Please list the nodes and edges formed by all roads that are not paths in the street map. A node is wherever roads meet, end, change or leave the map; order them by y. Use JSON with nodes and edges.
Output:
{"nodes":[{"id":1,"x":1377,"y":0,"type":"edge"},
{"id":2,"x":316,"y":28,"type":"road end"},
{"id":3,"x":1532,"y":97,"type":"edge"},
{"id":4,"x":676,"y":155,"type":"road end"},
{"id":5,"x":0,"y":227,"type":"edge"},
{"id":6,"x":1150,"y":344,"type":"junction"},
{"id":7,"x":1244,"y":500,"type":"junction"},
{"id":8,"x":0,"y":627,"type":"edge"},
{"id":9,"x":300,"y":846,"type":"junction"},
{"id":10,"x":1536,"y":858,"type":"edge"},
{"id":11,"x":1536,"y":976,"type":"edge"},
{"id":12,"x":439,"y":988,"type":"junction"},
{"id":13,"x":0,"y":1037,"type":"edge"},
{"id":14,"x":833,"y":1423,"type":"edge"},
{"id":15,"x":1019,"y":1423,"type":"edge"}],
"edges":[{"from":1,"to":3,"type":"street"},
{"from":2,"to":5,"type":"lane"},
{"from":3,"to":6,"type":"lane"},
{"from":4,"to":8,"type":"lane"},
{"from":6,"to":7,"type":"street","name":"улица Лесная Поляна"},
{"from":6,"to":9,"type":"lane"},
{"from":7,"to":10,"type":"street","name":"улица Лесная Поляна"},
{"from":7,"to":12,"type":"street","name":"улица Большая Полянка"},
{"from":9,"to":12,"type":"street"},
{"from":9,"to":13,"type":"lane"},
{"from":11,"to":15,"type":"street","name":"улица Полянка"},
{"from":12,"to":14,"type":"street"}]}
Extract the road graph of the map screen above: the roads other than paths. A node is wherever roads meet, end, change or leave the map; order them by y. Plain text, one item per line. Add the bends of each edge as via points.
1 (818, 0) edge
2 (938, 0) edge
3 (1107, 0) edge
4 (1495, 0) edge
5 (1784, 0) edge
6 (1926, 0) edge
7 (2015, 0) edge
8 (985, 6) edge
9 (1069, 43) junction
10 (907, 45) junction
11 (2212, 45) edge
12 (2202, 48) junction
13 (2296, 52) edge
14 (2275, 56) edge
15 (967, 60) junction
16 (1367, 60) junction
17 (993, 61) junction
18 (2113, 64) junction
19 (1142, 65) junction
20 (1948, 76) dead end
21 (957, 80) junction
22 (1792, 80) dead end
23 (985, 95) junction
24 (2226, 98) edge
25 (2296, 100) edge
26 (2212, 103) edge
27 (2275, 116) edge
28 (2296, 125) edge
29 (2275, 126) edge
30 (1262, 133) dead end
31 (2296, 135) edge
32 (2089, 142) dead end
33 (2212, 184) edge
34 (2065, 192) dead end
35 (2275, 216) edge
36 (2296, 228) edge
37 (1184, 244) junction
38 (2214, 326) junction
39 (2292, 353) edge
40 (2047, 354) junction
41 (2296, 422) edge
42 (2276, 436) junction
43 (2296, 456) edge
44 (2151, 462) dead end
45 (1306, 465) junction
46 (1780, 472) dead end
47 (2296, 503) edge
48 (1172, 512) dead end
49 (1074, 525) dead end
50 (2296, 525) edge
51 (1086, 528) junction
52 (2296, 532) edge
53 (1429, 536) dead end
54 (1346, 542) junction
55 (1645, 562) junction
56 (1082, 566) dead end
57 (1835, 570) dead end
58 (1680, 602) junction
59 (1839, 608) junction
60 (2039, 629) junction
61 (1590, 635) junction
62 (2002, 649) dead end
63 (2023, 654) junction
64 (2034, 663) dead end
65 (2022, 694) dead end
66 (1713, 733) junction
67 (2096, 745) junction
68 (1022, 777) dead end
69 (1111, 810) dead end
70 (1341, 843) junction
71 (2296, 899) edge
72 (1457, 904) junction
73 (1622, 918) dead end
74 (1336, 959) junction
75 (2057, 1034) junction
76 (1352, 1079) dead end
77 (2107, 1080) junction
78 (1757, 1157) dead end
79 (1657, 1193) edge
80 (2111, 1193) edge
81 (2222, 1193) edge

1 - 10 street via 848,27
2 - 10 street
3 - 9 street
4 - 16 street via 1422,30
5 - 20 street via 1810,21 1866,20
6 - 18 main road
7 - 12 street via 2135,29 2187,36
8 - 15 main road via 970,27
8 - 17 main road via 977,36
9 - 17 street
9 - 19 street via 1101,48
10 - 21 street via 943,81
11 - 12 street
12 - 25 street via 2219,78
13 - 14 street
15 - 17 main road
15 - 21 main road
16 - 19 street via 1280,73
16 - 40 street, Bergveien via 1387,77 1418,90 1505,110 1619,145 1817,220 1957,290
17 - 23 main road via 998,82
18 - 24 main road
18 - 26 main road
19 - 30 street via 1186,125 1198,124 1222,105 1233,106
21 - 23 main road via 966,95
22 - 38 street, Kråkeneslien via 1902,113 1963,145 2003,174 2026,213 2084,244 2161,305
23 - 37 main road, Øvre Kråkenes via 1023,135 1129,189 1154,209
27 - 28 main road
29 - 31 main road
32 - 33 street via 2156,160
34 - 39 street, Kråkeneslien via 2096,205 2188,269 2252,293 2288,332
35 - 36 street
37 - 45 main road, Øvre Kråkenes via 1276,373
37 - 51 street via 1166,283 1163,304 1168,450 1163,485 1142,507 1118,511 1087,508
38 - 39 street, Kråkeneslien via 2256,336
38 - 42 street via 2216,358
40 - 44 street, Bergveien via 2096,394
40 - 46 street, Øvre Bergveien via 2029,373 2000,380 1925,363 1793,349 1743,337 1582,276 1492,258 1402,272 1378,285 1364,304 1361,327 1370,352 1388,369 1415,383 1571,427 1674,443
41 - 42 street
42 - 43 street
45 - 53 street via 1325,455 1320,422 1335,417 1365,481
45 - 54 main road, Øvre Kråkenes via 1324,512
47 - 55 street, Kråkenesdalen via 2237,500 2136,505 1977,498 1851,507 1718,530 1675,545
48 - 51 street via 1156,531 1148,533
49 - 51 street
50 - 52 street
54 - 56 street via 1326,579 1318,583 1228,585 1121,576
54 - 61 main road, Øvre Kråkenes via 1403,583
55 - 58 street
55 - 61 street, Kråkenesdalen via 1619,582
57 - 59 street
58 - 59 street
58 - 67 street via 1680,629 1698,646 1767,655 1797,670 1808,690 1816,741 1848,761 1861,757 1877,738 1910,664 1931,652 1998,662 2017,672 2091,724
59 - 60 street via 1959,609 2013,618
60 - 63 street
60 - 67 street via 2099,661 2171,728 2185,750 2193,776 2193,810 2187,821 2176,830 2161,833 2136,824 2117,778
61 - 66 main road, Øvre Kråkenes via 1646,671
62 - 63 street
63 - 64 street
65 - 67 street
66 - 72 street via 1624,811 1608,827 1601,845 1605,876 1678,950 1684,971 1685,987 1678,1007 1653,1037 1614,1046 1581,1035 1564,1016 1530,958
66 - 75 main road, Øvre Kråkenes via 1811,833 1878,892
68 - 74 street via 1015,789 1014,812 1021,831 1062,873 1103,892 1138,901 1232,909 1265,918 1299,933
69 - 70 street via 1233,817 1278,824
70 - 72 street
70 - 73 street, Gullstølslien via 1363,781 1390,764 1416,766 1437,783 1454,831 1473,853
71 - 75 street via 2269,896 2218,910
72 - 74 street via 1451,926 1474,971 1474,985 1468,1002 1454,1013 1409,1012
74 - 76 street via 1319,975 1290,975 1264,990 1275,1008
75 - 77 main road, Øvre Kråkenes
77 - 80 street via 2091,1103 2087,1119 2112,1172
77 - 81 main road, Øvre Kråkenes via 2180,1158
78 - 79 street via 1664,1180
********
### Instructions to follow
What you write must match the records above exactly, line for line.

### Result
Please list the nodes and edges formed by all roads that are not paths in the street map. A node is wherever roads meet, end, change or leave the map; order them by y. Use JSON with nodes and edges.
Output:
{"nodes":[{"id":1,"x":1377,"y":0,"type":"edge"},
{"id":2,"x":316,"y":28,"type":"road end"},
{"id":3,"x":1532,"y":97,"type":"edge"},
{"id":4,"x":676,"y":155,"type":"road end"},
{"id":5,"x":0,"y":227,"type":"edge"},
{"id":6,"x":1150,"y":344,"type":"junction"},
{"id":7,"x":1244,"y":500,"type":"junction"},
{"id":8,"x":0,"y":627,"type":"edge"},
{"id":9,"x":300,"y":846,"type":"junction"},
{"id":10,"x":1536,"y":858,"type":"edge"},
{"id":11,"x":1536,"y":976,"type":"edge"},
{"id":12,"x":439,"y":988,"type":"junction"},
{"id":13,"x":0,"y":1037,"type":"edge"},
{"id":14,"x":833,"y":1423,"type":"edge"},
{"id":15,"x":1019,"y":1423,"type":"edge"}],
"edges":[{"from":1,"to":3,"type":"street"},
{"from":2,"to":5,"type":"lane"},
{"from":3,"to":6,"type":"lane"},
{"from":4,"to":8,"type":"lane"},
{"from":6,"to":7,"type":"street","name":"улица Лесная Поляна"},
{"from":6,"to":9,"type":"lane"},
{"from":7,"to":10,"type":"street","name":"улица Лесная Поляна"},
{"from":7,"to":12,"type":"street","name":"улица Большая Полянка"},
{"from":9,"to":12,"type":"street"},
{"from":9,"to":13,"type":"lane"},
{"from":11,"to":15,"type":"street","name":"улица Полянка"},
{"from":12,"to":14,"type":"street"}]}
Extract the road graph of the map screen above: the roads other than paths. A node is wherever roads meet, end, change or leave the map; order them by y. Plain text, one item per line. Add the bends of each edge as via points.
1 (818, 0) edge
2 (938, 0) edge
3 (1107, 0) edge
4 (1495, 0) edge
5 (1784, 0) edge
6 (1926, 0) edge
7 (2015, 0) edge
8 (985, 6) edge
9 (1069, 43) junction
10 (907, 45) junction
11 (2212, 45) edge
12 (2202, 48) junction
13 (2296, 52) edge
14 (2275, 56) edge
15 (967, 60) junction
16 (1367, 60) junction
17 (993, 61) junction
18 (2113, 64) junction
19 (1142, 65) junction
20 (1948, 76) dead end
21 (957, 80) junction
22 (1792, 80) dead end
23 (985, 95) junction
24 (2226, 98) edge
25 (2296, 100) edge
26 (2212, 103) edge
27 (2275, 116) edge
28 (2296, 125) edge
29 (2275, 126) edge
30 (1262, 133) dead end
31 (2296, 135) edge
32 (2089, 142) dead end
33 (2212, 184) edge
34 (2065, 192) dead end
35 (2275, 216) edge
36 (2296, 228) edge
37 (1184, 244) junction
38 (2214, 326) junction
39 (2292, 353) edge
40 (2047, 354) junction
41 (2296, 422) edge
42 (2276, 436) junction
43 (2296, 456) edge
44 (2151, 462) dead end
45 (1306, 465) junction
46 (1780, 472) dead end
47 (2296, 503) edge
48 (1172, 512) dead end
49 (1074, 525) dead end
50 (2296, 525) edge
51 (1086, 528) junction
52 (2296, 532) edge
53 (1429, 536) dead end
54 (1346, 542) junction
55 (1645, 562) junction
56 (1082, 566) dead end
57 (1835, 570) dead end
58 (1680, 602) junction
59 (1839, 608) junction
60 (2039, 629) junction
61 (1590, 635) junction
62 (2002, 649) dead end
63 (2023, 654) junction
64 (2034, 663) dead end
65 (2022, 694) dead end
66 (1713, 733) junction
67 (2096, 745) junction
68 (1022, 777) dead end
69 (1111, 810) dead end
70 (1341, 843) junction
71 (2296, 899) edge
72 (1457, 904) junction
73 (1622, 918) dead end
74 (1336, 959) junction
75 (2057, 1034) junction
76 (1352, 1079) dead end
77 (2107, 1080) junction
78 (1757, 1157) dead end
79 (1657, 1193) edge
80 (2111, 1193) edge
81 (2222, 1193) edge

1 - 10 street via 848,27
2 - 10 street
3 - 9 street
4 - 16 street via 1422,30
5 - 20 street via 1810,21 1866,20
6 - 18 main road
7 - 12 street via 2135,29 2187,36
8 - 15 main road via 970,27
8 - 17 main road via 977,36
9 - 17 street
9 - 19 street via 1101,48
10 - 21 street via 943,81
11 - 12 street
12 - 25 street via 2219,78
13 - 14 street
15 - 17 main road
15 - 21 main road
16 - 19 street via 1280,73
16 - 40 street, Bergveien via 1387,77 1418,90 1505,110 1619,145 1817,220 1957,290
17 - 23 main road via 998,82
18 - 24 main road
18 - 26 main road
19 - 30 street via 1186,125 1198,124 1222,105 1233,106
21 - 23 main road via 966,95
22 - 38 street, Kråkeneslien via 1902,113 1963,145 2003,174 2026,213 2084,244 2161,305
23 - 37 main road, Øvre Kråkenes via 1023,135 1129,189 1154,209
27 - 28 main road
29 - 31 main road
32 - 33 street via 2156,160
34 - 39 street, Kråkeneslien via 2096,205 2188,269 2252,293 2288,332
35 - 36 street
37 - 45 main road, Øvre Kråkenes via 1276,373
37 - 51 street via 1166,283 1163,304 1168,450 1163,485 1142,507 1118,511 1087,508
38 - 39 street, Kråkeneslien via 2256,336
38 - 42 street via 2216,358
40 - 44 street, Bergveien via 2096,394
40 - 46 street, Øvre Bergveien via 2029,373 2000,380 1925,363 1793,349 1743,337 1582,276 1492,258 1402,272 1378,285 1364,304 1361,327 1370,352 1388,369 1415,383 1571,427 1674,443
41 - 42 street
42 - 43 street
45 - 53 street via 1325,455 1320,422 1335,417 1365,481
45 - 54 main road, Øvre Kråkenes via 1324,512
47 - 55 street, Kråkenesdalen via 2237,500 2136,505 1977,498 1851,507 1718,530 1675,545
48 - 51 street via 1156,531 1148,533
49 - 51 street
50 - 52 street
54 - 56 street via 1326,579 1318,583 1228,585 1121,576
54 - 61 main road, Øvre Kråkenes via 1403,583
55 - 58 street
55 - 61 street, Kråkenesdalen via 1619,582
57 - 59 street
58 - 59 street
58 - 67 street via 1680,629 1698,646 1767,655 1797,670 1808,690 1816,741 1848,761 1861,757 1877,738 1910,664 1931,652 1998,662 2017,672 2091,724
59 - 60 street via 1959,609 2013,618
60 - 63 street
60 - 67 street via 2099,661 2171,728 2185,750 2193,776 2193,810 2187,821 2176,830 2161,833 2136,824 2117,778
61 - 66 main road, Øvre Kråkenes via 1646,671
62 - 63 street
63 - 64 street
65 - 67 street
66 - 72 street via 1624,811 1608,827 1601,845 1605,876 1678,950 1684,971 1685,987 1678,1007 1653,1037 1614,1046 1581,1035 1564,1016 1530,958
66 - 75 main road, Øvre Kråkenes via 1811,833 1878,892
68 - 74 street via 1015,789 1014,812 1021,831 1062,873 1103,892 1138,901 1232,909 1265,918 1299,933
69 - 70 street via 1233,817 1278,824
70 - 72 street
70 - 73 street, Gullstølslien via 1363,781 1390,764 1416,766 1437,783 1454,831 1473,853
71 - 75 street via 2269,896 2218,910
72 - 74 street via 1451,926 1474,971 1474,985 1468,1002 1454,1013 1409,1012
74 - 76 street via 1319,975 1290,975 1264,990 1275,1008
75 - 77 main road, Øvre Kråkenes
77 - 80 street via 2091,1103 2087,1119 2112,1172
77 - 81 main road, Øvre Kråkenes via 2180,1158
78 - 79 street via 1664,1180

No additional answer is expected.